Welcome back!

Once you’ve discerned what you believe your God given destiny is, you’ll need to chart your course for reaching it. Back home in Montana we do a lot of whitewater rafting. I was like a lot of people, with skills proficient enough to regularly run Class III rapids, up to an occasional Class IV, without a guide. Those fortunate enough to spend more time on the water possessed the technical expertise necessary to regularly run Class IVs. For those of you unfamiliar with this awesome sport, Class V requires helmets and a huge risk tolerance, and Class VI represents commercially unrunnable water. What every whitewater enthusiast will tell you is that planning is critical for the trip, regardless of the level of difficulty. You have to know the water level, rate of flow, current and expected weather conditions, speed and direction of the wind, specific known hazards on the route, and of course, the best spots to land for lunch or dinner. While at first it is a cumbersome process to study maps, consult weather reports, take a dry run through the area, and talk to those who have made the run before you, over time these skills become second nature and at some point you can pretty much step out onto the front porch and know whether or not it’s a good day for rafting. You also develop the ability to make instantaneous decisions out on the river, because you’ve learned to take all of the information coming at you and quickly synthesize it into the most likely plan for success.

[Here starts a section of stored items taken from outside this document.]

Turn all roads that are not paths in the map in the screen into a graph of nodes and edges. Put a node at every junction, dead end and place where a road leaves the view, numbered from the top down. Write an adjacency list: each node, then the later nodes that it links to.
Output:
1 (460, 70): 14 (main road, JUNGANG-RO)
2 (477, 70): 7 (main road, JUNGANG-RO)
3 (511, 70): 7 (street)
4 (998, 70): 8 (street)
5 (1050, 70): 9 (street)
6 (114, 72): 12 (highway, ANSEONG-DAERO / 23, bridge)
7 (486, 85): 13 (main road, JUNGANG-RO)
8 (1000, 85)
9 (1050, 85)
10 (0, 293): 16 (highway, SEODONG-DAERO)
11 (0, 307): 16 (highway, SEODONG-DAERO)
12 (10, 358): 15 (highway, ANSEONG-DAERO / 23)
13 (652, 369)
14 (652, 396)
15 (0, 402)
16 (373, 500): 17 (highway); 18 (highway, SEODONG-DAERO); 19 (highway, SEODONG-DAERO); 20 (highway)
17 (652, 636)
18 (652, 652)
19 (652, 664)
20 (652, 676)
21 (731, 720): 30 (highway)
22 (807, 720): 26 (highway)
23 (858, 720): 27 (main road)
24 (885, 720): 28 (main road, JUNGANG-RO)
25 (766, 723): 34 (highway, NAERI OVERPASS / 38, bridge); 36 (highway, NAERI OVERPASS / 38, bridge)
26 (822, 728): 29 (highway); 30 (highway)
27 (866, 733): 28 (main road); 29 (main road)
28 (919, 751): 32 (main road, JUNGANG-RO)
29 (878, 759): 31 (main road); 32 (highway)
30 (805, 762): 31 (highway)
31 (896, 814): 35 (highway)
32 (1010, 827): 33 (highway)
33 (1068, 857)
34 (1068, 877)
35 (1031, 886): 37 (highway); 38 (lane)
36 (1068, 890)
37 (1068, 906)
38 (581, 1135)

What every whitewater enthusiast will tell you is that even with the most expert knowledge and safest possible plan, crazy things can still happen. Every one of us, if pressed to answer the question would admit that this is half the thrill of the sport. It is mentally challenging, physically rigorous, and absolutely subject to the forces of nature. Back home I’ve unintentionally but safely gone backwards through a Class IV without a paddle. Yet in East Tennessee, a Class II I wasn’t expecting right around the first bend almost flipped me out of the raft. Every river is different on every day you run it, and that’s half the fun.